> _Provided records_

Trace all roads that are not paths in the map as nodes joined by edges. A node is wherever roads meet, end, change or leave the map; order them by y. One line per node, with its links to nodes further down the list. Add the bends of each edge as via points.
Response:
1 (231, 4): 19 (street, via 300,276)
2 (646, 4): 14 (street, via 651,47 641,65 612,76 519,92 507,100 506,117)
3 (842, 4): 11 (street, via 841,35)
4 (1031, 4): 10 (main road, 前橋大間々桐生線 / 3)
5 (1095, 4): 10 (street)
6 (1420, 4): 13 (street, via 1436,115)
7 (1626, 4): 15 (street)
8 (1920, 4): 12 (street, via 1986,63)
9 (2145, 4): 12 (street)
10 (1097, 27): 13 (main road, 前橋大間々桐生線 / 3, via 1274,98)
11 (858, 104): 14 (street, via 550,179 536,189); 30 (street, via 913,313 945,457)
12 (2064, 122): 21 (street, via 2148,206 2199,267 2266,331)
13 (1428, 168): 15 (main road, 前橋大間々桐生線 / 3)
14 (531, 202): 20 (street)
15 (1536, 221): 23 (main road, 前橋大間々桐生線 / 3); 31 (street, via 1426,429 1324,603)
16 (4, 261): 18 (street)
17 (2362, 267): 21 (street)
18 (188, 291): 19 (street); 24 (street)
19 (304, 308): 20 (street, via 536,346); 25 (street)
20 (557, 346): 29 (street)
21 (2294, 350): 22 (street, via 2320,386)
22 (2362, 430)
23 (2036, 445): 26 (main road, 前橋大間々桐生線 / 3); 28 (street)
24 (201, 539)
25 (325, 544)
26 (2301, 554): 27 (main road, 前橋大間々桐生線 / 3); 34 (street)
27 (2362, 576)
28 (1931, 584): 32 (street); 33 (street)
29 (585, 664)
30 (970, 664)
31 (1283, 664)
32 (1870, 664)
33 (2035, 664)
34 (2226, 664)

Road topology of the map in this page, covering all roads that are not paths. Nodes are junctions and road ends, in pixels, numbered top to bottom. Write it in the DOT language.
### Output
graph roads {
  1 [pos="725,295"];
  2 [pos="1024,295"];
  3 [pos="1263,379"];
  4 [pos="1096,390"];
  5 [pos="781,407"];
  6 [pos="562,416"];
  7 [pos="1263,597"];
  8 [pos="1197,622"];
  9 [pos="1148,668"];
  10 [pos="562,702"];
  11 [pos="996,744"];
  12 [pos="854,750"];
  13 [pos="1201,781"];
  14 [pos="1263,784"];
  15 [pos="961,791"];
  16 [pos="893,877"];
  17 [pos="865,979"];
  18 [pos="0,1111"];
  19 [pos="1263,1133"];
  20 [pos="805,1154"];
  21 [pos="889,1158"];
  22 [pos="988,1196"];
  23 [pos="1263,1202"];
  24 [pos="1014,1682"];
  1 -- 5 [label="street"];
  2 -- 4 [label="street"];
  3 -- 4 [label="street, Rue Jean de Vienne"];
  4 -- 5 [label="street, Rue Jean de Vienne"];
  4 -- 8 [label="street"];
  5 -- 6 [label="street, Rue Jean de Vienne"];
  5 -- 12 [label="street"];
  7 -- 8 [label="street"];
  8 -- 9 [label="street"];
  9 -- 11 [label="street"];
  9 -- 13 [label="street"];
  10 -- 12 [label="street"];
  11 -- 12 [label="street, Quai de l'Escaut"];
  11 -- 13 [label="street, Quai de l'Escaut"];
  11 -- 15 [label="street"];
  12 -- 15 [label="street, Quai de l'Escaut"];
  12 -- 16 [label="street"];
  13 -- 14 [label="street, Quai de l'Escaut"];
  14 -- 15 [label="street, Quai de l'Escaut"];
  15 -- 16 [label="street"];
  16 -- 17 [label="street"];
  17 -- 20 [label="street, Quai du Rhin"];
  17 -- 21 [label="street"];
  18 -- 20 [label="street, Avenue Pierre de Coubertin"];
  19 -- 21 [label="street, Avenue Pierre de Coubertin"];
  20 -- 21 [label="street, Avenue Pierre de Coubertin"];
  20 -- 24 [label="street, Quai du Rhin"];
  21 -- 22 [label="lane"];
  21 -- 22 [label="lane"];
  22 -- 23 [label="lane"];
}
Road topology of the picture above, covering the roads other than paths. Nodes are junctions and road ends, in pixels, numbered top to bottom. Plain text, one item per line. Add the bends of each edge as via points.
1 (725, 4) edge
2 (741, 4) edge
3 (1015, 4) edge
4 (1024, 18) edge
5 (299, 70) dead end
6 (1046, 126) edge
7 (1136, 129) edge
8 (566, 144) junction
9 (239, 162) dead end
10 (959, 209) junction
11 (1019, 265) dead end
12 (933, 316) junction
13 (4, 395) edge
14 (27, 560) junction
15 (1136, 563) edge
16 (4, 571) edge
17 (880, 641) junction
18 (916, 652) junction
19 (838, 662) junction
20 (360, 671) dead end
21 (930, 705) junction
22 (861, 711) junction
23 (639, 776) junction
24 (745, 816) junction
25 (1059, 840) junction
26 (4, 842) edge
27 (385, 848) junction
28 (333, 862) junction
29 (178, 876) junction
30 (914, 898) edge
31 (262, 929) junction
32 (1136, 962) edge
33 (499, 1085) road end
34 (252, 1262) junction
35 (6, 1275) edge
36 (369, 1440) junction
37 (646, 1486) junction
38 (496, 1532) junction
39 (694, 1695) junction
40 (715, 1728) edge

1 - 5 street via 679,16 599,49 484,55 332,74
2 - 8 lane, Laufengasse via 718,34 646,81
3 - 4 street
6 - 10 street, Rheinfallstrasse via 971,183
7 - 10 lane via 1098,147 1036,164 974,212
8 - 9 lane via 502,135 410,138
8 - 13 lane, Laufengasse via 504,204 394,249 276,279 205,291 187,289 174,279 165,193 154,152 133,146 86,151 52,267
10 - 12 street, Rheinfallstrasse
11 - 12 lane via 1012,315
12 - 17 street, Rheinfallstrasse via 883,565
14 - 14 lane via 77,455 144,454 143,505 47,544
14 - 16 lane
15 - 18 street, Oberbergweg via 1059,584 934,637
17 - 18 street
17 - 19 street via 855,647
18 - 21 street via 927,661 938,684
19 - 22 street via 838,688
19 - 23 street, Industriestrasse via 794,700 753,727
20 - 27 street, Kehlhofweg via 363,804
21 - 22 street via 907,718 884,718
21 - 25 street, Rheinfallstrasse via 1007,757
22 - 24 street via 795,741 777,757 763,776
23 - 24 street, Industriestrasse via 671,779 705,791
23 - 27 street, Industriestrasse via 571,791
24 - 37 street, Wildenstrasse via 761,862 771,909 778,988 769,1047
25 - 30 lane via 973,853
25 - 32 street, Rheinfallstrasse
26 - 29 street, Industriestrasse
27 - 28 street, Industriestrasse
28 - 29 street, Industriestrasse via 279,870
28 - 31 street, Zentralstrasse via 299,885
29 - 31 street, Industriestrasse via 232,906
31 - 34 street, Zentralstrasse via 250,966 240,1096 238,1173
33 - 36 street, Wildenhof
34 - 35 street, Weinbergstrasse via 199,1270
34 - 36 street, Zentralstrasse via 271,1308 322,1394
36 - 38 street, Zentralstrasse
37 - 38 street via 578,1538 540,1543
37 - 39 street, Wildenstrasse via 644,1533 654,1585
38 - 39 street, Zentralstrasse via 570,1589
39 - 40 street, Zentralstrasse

> _Problem to solve_
The listing above should be repeated in its entirety, unchanged.

> _Response to this exercise_
Trace all roads that are not paths in the map as nodes joined by edges. A node is wherever roads meet, end, change or leave the map; order them by y. One line per node, with its links to nodes further down the list. Add the bends of each edge as via points.
Response:
1 (231, 4): 19 (street, via 300,276)
2 (646, 4): 14 (street, via 651,47 641,65 612,76 519,92 507,100 506,117)
3 (842, 4): 11 (street, via 841,35)
4 (1031, 4): 10 (main road, 前橋大間々桐生線 / 3)
5 (1095, 4): 10 (street)
6 (1420, 4): 13 (street, via 1436,115)
7 (1626, 4): 15 (street)
8 (1920, 4): 12 (street, via 1986,63)
9 (2145, 4): 12 (street)
10 (1097, 27): 13 (main road, 前橋大間々桐生線 / 3, via 1274,98)
11 (858, 104): 14 (street, via 550,179 536,189); 30 (street, via 913,313 945,457)
12 (2064, 122): 21 (street, via 2148,206 2199,267 2266,331)
13 (1428, 168): 15 (main road, 前橋大間々桐生線 / 3)
14 (531, 202): 20 (street)
15 (1536, 221): 23 (main road, 前橋大間々桐生線 / 3); 31 (street, via 1426,429 1324,603)
16 (4, 261): 18 (street)
17 (2362, 267): 21 (street)
18 (188, 291): 19 (street); 24 (street)
19 (304, 308): 20 (street, via 536,346); 25 (street)
20 (557, 346): 29 (street)
21 (2294, 350): 22 (street, via 2320,386)
22 (2362, 430)
23 (2036, 445): 26 (main road, 前橋大間々桐生線 / 3); 28 (street)
24 (201, 539)
25 (325, 544)
26 (2301, 554): 27 (main road, 前橋大間々桐生線 / 3); 34 (street)
27 (2362, 576)
28 (1931, 584): 32 (street); 33 (street)
29 (585, 664)
30 (970, 664)
31 (1283, 664)
32 (1870, 664)
33 (2035, 664)
34 (2226, 664)

Road topology of the map in this page, covering all roads that are not paths. Nodes are junctions and road ends, in pixels, numbered top to bottom. Write it in the DOT language.
### Output
graph roads {
  1 [pos="725,295"];
  2 [pos="1024,295"];
  3 [pos="1263,379"];
  4 [pos="1096,390"];
  5 [pos="781,407"];
  6 [pos="562,416"];
  7 [pos="1263,597"];
  8 [pos="1197,622"];
  9 [pos="1148,668"];
  10 [pos="562,702"];
  11 [pos="996,744"];
  12 [pos="854,750"];
  13 [pos="1201,781"];
  14 [pos="1263,784"];
  15 [pos="961,791"];
  16 [pos="893,877"];
  17 [pos="865,979"];
  18 [pos="0,1111"];
  19 [pos="1263,1133"];
  20 [pos="805,1154"];
  21 [pos="889,1158"];
  22 [pos="988,1196"];
  23 [pos="1263,1202"];
  24 [pos="1014,1682"];
  1 -- 5 [label="street"];
  2 -- 4 [label="street"];
  3 -- 4 [label="street, Rue Jean de Vienne"];
  4 -- 5 [label="street, Rue Jean de Vienne"];
  4 -- 8 [label="street"];
  5 -- 6 [label="street, Rue Jean de Vienne"];
  5 -- 12 [label="street"];
  7 -- 8 [label="street"];
  8 -- 9 [label="street"];
  9 -- 11 [label="street"];
  9 -- 13 [label="street"];
  10 -- 12 [label="street"];
  11 -- 12 [label="street, Quai de l'Escaut"];
  11 -- 13 [label="street, Quai de l'Escaut"];
  11 -- 15 [label="street"];
  12 -- 15 [label="street, Quai de l'Escaut"];
  12 -- 16 [label="street"];
  13 -- 14 [label="street, Quai de l'Escaut"];
  14 -- 15 [label="street, Quai de l'Escaut"];
  15 -- 16 [label="street"];
  16 -- 17 [label="street"];
  17 -- 20 [label="street, Quai du Rhin"];
  17 -- 21 [label="street"];
  18 -- 20 [label="street, Avenue Pierre de Coubertin"];
  19 -- 21 [label="street, Avenue Pierre de Coubertin"];
  20 -- 21 [label="street, Avenue Pierre de Coubertin"];
  20 -- 24 [label="street, Quai du Rhin"];
  21 -- 22 [label="lane"];
  21 -- 22 [label="lane"];
  22 -- 23 [label="lane"];
}
Road topology of the picture above, covering the roads other than paths. Nodes are junctions and road ends, in pixels, numbered top to bottom. Plain text, one item per line. Add the bends of each edge as via points.
1 (725, 4) edge
2 (741, 4) edge
3 (1015, 4) edge
4 (1024, 18) edge
5 (299, 70) dead end
6 (1046, 126) edge
7 (1136, 129) edge
8 (566, 144) junction
9 (239, 162) dead end
10 (959, 209) junction
11 (1019, 265) dead end
12 (933, 316) junction
13 (4, 395) edge
14 (27, 560) junction
15 (1136, 563) edge
16 (4, 571) edge
17 (880, 641) junction
18 (916, 652) junction
19 (838, 662) junction
20 (360, 671) dead end
21 (930, 705) junction
22 (861, 711) junction
23 (639, 776) junction
24 (745, 816) junction
25 (1059, 840) junction
26 (4, 842) edge
27 (385, 848) junction
28 (333, 862) junction
29 (178, 876) junction
30 (914, 898) edge
31 (262, 929) junction
32 (1136, 962) edge
33 (499, 1085) road end
34 (252, 1262) junction
35 (6, 1275) edge
36 (369, 1440) junction
37 (646, 1486) junction
38 (496, 1532) junction
39 (694, 1695) junction
40 (715, 1728) edge

1 - 5 street via 679,16 599,49 484,55 332,74
2 - 8 lane, Laufengasse via 718,34 646,81
3 - 4 street
6 - 10 street, Rheinfallstrasse via 971,183
7 - 10 lane via 1098,147 1036,164 974,212
8 - 9 lane via 502,135 410,138
8 - 13 lane, Laufengasse via 504,204 394,249 276,279 205,291 187,289 174,279 165,193 154,152 133,146 86,151 52,267
10 - 12 street, Rheinfallstrasse
11 - 12 lane via 1012,315
12 - 17 street, Rheinfallstrasse via 883,565
14 - 14 lane via 77,455 144,454 143,505 47,544
14 - 16 lane
15 - 18 street, Oberbergweg via 1059,584 934,637
17 - 18 street
17 - 19 street via 855,647
18 - 21 street via 927,661 938,684
19 - 22 street via 838,688
19 - 23 street, Industriestrasse via 794,700 753,727
20 - 27 street, Kehlhofweg via 363,804
21 - 22 street via 907,718 884,718
21 - 25 street, Rheinfallstrasse via 1007,757
22 - 24 street via 795,741 777,757 763,776
23 - 24 street, Industriestrasse via 671,779 705,791
23 - 27 street, Industriestrasse via 571,791
24 - 37 street, Wildenstrasse via 761,862 771,909 778,988 769,1047
25 - 30 lane via 973,853
25 - 32 street, Rheinfallstrasse
26 - 29 street, Industriestrasse
27 - 28 street, Industriestrasse
28 - 29 street, Industriestrasse via 279,870
28 - 31 street, Zentralstrasse via 299,885
29 - 31 street, Industriestrasse via 232,906
31 - 34 street, Zentralstrasse via 250,966 240,1096 238,1173
33 - 36 street, Wildenhof
34 - 35 street, Weinbergstrasse via 199,1270
34 - 36 street, Zentralstrasse via 271,1308 322,1394
36 - 38 street, Zentralstrasse
37 - 38 street via 578,1538 540,1543
37 - 39 street, Wildenstrasse via 644,1533 654,1585
38 - 39 street, Zentralstrasse via 570,1589
39 - 40 street, Zentralstrasse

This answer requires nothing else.